Idrisi (1150) mentions:  This land touches on that of the Quac-Quac, where there are two miserable, dirty towns. This is because of the scarceness of food and scarceness of all other things to. One is called Derou (or Zaoura, this last name comes close to the river Zavora, in that neighborhood) and the other Nebhena or Iana'ana (what comes close to modern Inhambane). (In one of the two manuscripts the translator used Nebhena was used in the other Iana’ana). And Zavora is about 80km down the coast from Cape Correntes.

Ibn Said (1250). He mentions the following: Seventh section; In this one ends the continent of the Soudan which stretches from the extreme west up to Djabal al Nadama, (Mountain of Repentance). ………   When a boat from the sea of Hind enters this channel the waters and wind pouch it till you see this mountain, one regrets not to have taken precautions and accepts the fatality, then one gets shipwrecked, or one gets behind the mountain after which there is no more news about the ship, and it is unknown what has happened, it is said that there waves that don’t stop turning the ship till it submerges.   


The bay of Inhambane, near totally obstructed with sand and reefs.
The bay of Inhambane, near totally obstructed with sand and reefs.

……  Under this mountain, in the channel of al-Qoumr is the town of Daghouta last town of Soufala.  In his book: Inhambane De Outrora, Lereno Barradas (1972) argues that this is Cape Correntes; the place where the ships indeed are taken south by the currents along the reefs; where you repent having gone there.
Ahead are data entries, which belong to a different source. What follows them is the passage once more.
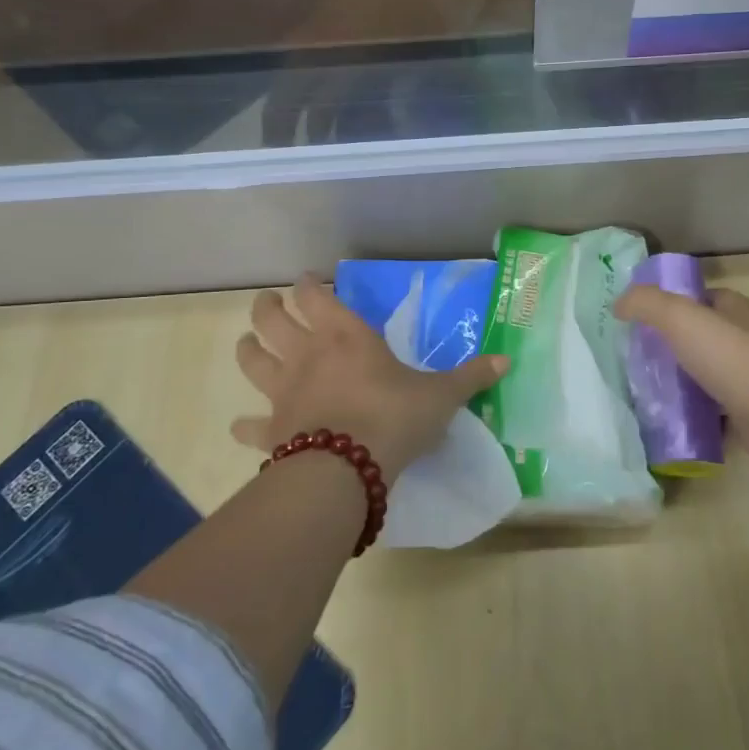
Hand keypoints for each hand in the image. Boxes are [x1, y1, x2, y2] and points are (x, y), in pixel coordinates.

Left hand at [232, 275, 507, 473]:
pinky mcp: (271, 430)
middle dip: (267, 307)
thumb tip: (507, 361)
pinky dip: (244, 425)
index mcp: (345, 336)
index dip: (310, 285)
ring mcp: (283, 392)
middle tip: (269, 302)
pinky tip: (241, 427)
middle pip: (271, 319)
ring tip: (247, 344)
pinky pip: (250, 426)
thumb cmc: (394, 417)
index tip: (309, 280)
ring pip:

Lereno Barradas also argues that the name of the place must have been Daghuta, the last place of Sofala. He might be right as the placename is very old.

- Ibn Sida (d1066): Daghawa, A race of Sudan, behind the Zinj on an island in the sea.

Also, maybe the same place as Dgo or Dgaop;

-Al-Khalil ibn Ahmad al-Farahidi (d791); Dgo or Dgaop: race of Sudan behind Zinj on the island of the sea.

-Al-Sahib ibn Abbad (995): Dgaop, race of the Sudan behind Zinj.

There are also some authors who copied the Daghuta of Idrisi: Ibn Said (1250); Abulfida (1331); Al Himyari (1461).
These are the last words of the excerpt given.